◆ Records for the exercise ◆
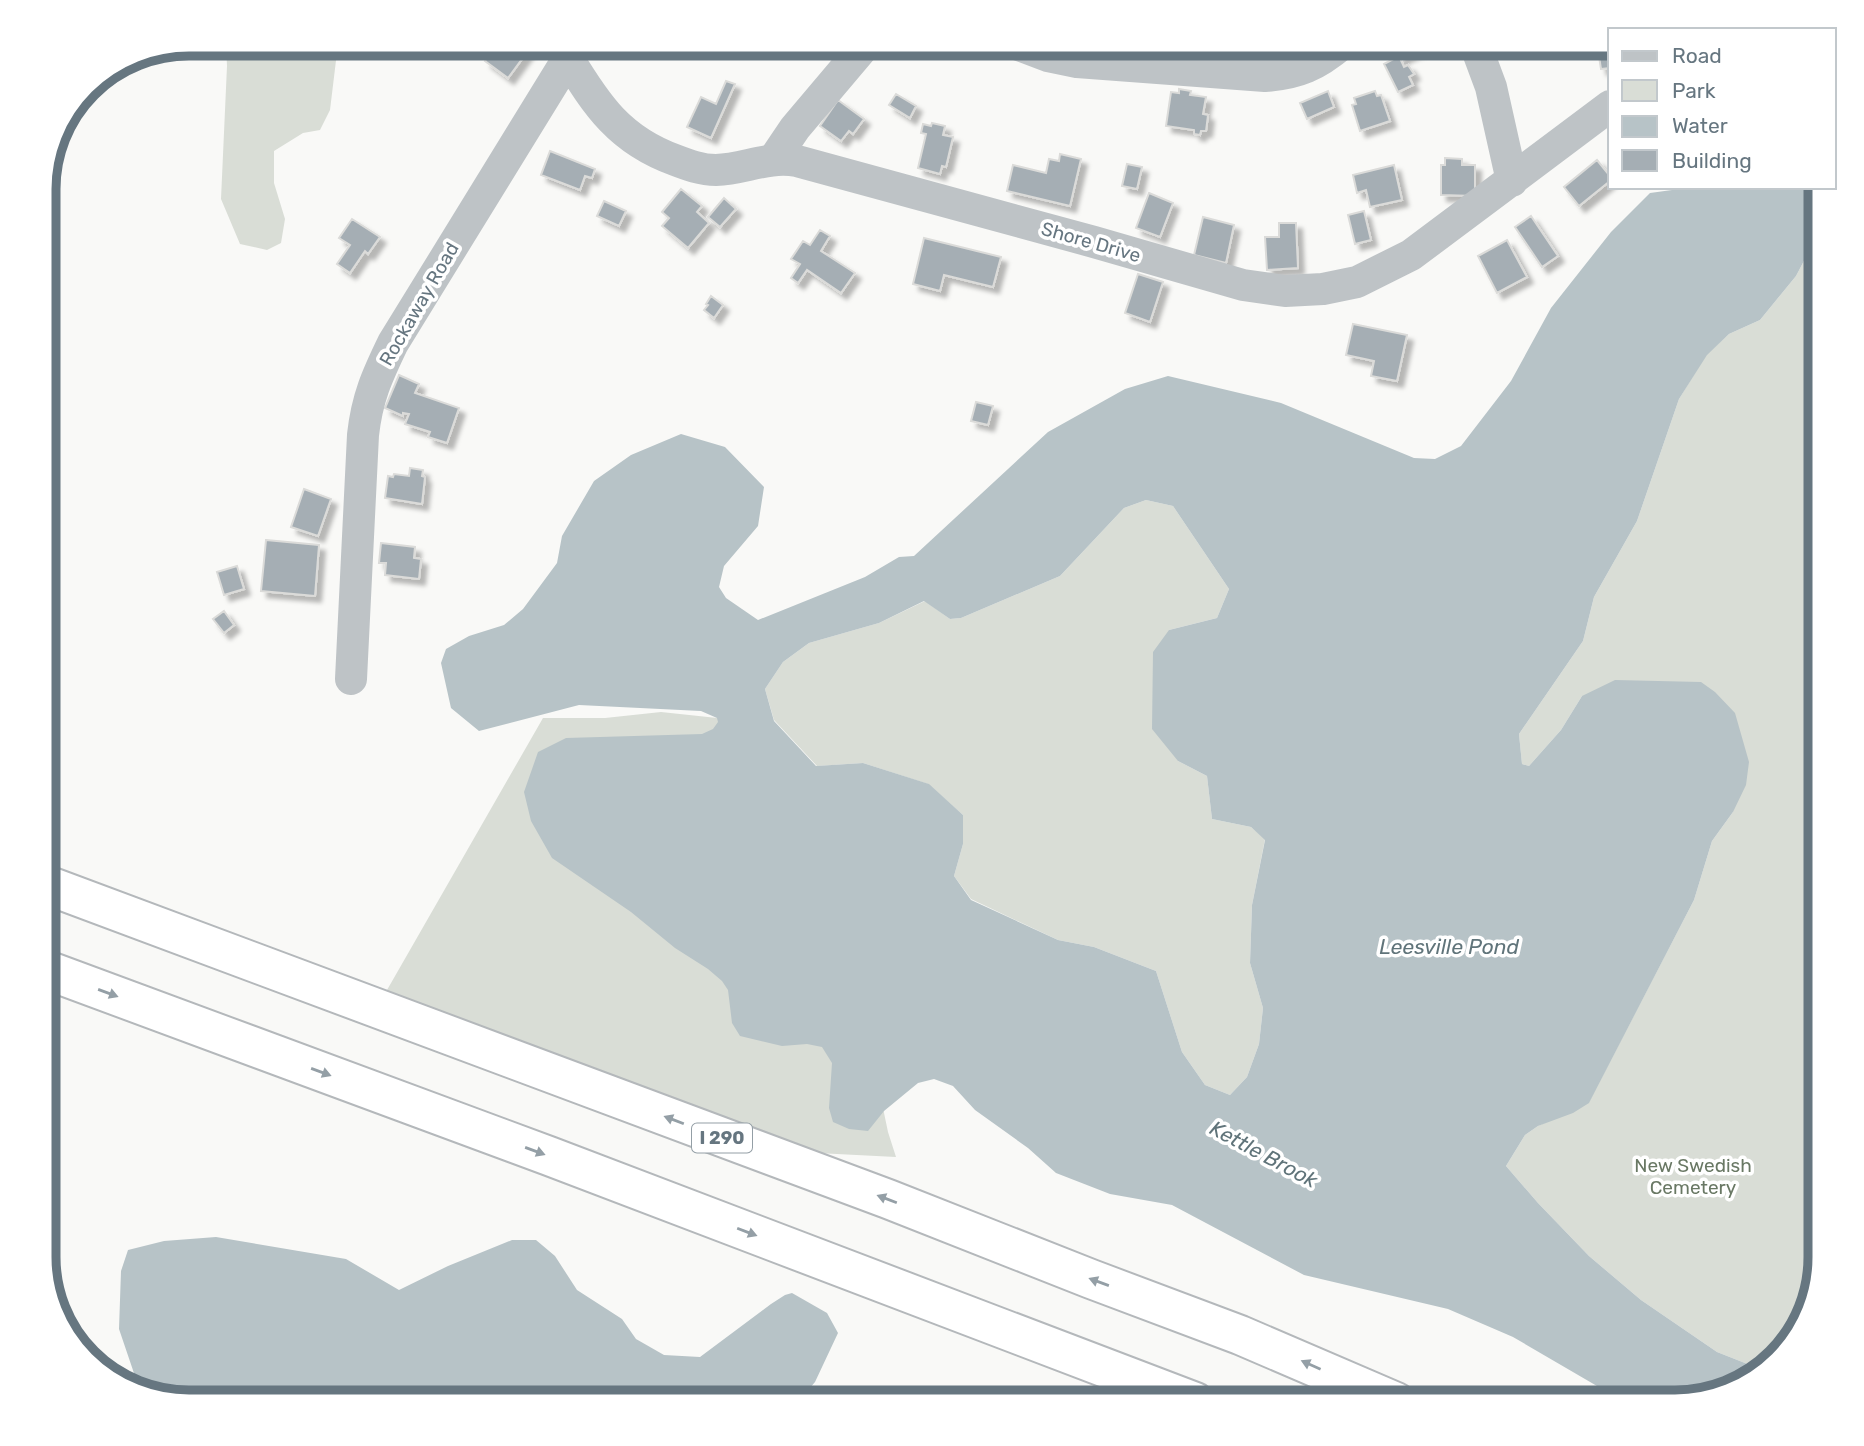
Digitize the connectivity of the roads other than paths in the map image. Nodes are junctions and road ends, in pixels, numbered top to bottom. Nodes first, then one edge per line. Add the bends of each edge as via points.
1 (569, 56) edge
2 (574, 56) edge
3 (856, 56) edge
4 (1048, 56) edge
5 (1327, 56) edge
6 (1480, 56) edge
7 (1608, 108) edge
8 (774, 159) junction
9 (1512, 181) junction
10 (351, 679) dead end
11 (56, 888) edge
12 (56, 973) edge
13 (1163, 1390) edge
14 (1368, 1390) edge

1 - 10 street, Rockaway Road via 393,343 372,389 363,435
2 - 8 street, Shore Drive via 587,90 611,120 646,148 701,169
3 - 8 street
4 - 5 street via 1265,76 1302,70
6 - 9 street
7 - 9 street, Shore Drive
8 - 9 street, Shore Drive via 797,161 1242,285 1285,291 1357,282 1411,256
14 -> 11 highway, I 290 via 1240,1335 888,1199
12 -> 13 highway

◆ Exercise requirements ◆
Could you restate every record above word for word, leaving the pictures out?

◆ Answer to this exercise ◆
Digitize the connectivity of the roads other than paths in the map image. Nodes are junctions and road ends, in pixels, numbered top to bottom. Nodes first, then one edge per line. Add the bends of each edge as via points.
1 (569, 56) edge
2 (574, 56) edge
3 (856, 56) edge
4 (1048, 56) edge
5 (1327, 56) edge
6 (1480, 56) edge
7 (1608, 108) edge
8 (774, 159) junction
9 (1512, 181) junction
10 (351, 679) dead end
11 (56, 888) edge
12 (56, 973) edge
13 (1163, 1390) edge
14 (1368, 1390) edge

1 - 10 street, Rockaway Road via 393,343 372,389 363,435
2 - 8 street, Shore Drive via 587,90 611,120 646,148 701,169
3 - 8 street
4 - 5 street via 1265,76 1302,70
6 - 9 street
7 - 9 street, Shore Drive
8 - 9 street, Shore Drive via 797,161 1242,285 1285,291 1357,282 1411,256
14 -> 11 highway, I 290 via 1240,1335 888,1199
12 -> 13 highway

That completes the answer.